Ellie is a 16-year-old girl with a past history of ADHD and oppositionality who arrives on her own in a walk-in clinic to be seen for a sports physical. Ellie has been generally healthy and was previously on a stable medical regimen of methylphenidate but has not been taking it for about 1 year. The oppositionality that she previously experienced in her early school-age years has slowly decreased. She generally does well in school and is in several clubs. In the course of the history, Ellie reveals that her mother’s depression has been worse lately to the point where her mother has resumed her drinking and illegal opiate use. You discuss safety with Ellie, and she reveals that, while she has never been threatened or injured, there has been domestic violence in the home that Ellie felt responsible to try to stop by calling the police. This led to the one and only time that Ellie was physically struck. Her father is now incarcerated, and Ellie feels guilty. After a discussion with Ellie, you report this situation to social services, who already has the case on file. Ellie’s mental status exam, including a thorough examination of symptoms of mood disorders, anxiety, substance use, and PTSD, is within normal limits.

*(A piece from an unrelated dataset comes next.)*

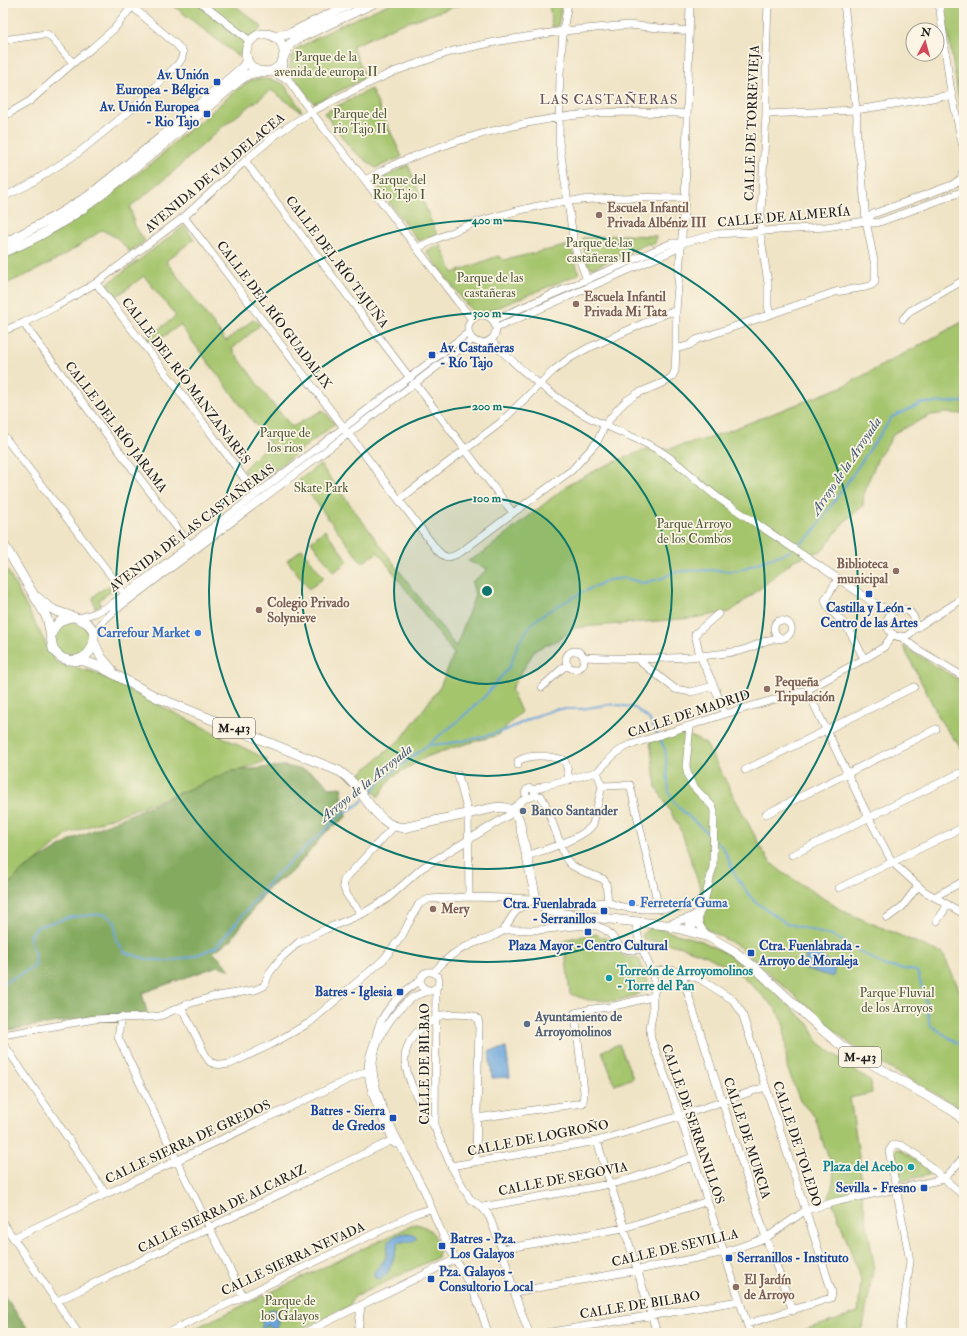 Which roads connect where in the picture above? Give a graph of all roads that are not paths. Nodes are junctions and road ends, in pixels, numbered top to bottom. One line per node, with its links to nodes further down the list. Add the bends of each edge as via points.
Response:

Ellie has suffered a set of ACEs. Specifically, her mother has a mental illness, has a drinking problem, and uses illegal drugs; Ellie has witnessed domestic violence toward her mother, has a family member who is incarcerated, and has suffered from physical abuse. This ACEs score of 6 puts her at markedly increased risk for multiple psychiatric and nonpsychiatric medical outcomes. Individuals with scores of 4 or above on the simple ACEs questionnaire have demonstrated a 4- to 12-fold increased health risks for alcoholism, drug abuse, depression, and suicide attempts. Further, studies have shown a twofold to fourfold increase in smoking, poor self-rated health, increased numbers of sexual partners and sexually transmitted disease, and 1.4- to 1.6-fold increase in physical inactivity and severe obesity ( Am J Prev Med. 1998 May;14:245-58 ). In Ellie’s case, her history of ADHD and family history of substance use puts her at even further increased risk for later substance use disorders.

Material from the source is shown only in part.